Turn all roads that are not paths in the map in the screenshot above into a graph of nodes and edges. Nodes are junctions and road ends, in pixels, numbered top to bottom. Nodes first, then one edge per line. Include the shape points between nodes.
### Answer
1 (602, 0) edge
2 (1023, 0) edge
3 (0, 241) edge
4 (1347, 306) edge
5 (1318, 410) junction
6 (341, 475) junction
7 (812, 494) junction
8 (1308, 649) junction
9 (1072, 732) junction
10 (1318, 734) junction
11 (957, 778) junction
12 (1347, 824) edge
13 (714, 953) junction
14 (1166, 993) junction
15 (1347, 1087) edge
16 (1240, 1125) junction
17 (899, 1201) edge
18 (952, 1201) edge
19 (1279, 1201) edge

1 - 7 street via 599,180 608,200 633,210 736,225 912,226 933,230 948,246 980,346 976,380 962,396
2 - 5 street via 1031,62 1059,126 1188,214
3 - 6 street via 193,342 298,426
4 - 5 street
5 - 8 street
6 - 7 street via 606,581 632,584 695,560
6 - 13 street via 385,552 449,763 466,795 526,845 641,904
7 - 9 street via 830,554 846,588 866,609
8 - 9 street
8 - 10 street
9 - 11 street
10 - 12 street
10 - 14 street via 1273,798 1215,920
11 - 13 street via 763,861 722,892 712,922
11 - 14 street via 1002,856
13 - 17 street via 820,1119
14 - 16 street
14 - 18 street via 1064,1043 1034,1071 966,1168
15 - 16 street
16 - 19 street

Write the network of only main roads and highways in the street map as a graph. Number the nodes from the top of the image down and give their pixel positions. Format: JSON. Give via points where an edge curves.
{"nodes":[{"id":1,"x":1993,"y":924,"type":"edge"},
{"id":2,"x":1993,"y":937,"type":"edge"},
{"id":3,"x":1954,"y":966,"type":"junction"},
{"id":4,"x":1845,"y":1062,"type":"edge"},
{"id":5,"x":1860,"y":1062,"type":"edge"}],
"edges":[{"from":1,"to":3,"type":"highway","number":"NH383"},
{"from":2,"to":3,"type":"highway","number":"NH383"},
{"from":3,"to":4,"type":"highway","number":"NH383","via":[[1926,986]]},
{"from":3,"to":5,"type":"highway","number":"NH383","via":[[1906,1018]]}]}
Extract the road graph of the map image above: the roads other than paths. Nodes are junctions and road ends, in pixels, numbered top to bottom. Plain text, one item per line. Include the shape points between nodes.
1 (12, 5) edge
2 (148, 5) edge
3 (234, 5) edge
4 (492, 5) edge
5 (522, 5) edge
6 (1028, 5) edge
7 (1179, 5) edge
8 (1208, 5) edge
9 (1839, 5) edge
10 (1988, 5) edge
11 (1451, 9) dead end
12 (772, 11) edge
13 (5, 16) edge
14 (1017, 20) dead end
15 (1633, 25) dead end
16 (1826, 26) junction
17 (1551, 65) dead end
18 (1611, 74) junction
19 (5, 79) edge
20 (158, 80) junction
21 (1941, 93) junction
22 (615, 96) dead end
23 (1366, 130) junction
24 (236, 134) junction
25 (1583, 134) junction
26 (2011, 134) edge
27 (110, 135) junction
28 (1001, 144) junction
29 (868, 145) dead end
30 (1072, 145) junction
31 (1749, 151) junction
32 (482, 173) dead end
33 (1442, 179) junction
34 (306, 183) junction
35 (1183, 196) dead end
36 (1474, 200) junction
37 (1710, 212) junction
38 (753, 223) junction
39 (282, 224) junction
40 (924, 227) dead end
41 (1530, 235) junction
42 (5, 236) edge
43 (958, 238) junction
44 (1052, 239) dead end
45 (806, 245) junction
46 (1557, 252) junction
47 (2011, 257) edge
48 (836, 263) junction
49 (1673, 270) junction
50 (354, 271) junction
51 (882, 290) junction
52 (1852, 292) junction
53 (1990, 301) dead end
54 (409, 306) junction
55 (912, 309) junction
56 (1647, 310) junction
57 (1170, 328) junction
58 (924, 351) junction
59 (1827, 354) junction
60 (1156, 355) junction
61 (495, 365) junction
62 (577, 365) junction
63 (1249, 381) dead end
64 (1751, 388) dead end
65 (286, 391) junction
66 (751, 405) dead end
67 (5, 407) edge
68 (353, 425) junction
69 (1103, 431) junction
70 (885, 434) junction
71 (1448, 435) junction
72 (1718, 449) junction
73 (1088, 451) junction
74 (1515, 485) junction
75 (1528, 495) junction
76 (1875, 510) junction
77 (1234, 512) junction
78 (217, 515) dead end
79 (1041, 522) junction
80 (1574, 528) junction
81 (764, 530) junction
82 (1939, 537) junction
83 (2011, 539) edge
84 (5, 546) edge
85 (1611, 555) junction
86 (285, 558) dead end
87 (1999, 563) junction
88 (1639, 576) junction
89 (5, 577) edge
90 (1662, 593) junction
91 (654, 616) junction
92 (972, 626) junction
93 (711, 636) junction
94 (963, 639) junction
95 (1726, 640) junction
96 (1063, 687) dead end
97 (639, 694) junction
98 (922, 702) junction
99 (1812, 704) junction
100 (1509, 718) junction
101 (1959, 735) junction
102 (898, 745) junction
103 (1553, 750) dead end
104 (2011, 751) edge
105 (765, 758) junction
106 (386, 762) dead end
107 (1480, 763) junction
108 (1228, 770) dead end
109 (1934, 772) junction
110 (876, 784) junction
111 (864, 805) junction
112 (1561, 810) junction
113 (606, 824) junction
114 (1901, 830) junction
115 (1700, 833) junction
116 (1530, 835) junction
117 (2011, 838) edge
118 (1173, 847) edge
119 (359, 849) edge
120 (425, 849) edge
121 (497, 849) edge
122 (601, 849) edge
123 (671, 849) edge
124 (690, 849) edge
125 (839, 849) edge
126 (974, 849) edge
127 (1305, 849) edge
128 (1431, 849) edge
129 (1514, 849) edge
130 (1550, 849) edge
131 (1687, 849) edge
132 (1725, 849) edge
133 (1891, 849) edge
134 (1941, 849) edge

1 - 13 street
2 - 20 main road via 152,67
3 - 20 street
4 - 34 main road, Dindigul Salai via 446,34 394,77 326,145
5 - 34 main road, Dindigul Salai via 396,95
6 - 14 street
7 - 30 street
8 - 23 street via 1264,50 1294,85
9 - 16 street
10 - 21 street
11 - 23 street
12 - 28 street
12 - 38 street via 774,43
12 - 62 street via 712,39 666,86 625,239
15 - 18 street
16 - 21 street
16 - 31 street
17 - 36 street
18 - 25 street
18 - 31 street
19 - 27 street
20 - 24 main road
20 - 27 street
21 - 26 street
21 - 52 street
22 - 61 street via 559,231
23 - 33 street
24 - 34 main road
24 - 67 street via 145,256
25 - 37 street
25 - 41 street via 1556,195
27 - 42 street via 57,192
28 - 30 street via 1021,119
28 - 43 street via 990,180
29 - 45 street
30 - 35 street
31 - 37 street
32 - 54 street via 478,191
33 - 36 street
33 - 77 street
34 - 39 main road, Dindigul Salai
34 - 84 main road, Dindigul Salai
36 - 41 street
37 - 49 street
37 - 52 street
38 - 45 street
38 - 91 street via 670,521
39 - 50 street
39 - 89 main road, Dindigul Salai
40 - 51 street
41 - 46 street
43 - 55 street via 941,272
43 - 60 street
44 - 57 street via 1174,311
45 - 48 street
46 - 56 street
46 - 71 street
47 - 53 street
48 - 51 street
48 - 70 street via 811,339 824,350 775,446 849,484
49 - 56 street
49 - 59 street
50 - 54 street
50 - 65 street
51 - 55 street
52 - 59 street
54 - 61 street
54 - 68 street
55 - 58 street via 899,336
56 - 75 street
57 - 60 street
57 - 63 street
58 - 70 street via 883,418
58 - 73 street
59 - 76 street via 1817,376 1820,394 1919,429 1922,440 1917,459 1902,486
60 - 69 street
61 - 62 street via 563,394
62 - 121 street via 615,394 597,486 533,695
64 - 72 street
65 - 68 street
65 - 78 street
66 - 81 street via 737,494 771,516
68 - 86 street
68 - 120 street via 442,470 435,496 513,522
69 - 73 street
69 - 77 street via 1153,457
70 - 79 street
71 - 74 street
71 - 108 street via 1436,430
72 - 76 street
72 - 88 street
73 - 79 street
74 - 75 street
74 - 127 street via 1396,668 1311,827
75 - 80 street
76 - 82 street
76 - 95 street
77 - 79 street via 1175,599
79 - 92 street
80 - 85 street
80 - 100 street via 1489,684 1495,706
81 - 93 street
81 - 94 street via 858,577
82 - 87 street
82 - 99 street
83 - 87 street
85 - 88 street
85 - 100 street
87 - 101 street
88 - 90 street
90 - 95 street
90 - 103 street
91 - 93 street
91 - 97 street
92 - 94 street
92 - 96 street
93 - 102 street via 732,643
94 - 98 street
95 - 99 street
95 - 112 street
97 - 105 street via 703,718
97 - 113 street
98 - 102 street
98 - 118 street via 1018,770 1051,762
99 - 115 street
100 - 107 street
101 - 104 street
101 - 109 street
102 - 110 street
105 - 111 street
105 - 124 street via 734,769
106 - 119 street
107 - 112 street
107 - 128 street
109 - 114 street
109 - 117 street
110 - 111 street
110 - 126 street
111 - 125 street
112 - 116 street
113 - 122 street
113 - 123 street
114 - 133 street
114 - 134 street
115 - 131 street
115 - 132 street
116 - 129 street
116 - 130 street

:: PROBLEM TO WORK ON ::
Each line of the data above that contains "pixels" counts once; report the total alone.

:: ANSWER SPACE ::
2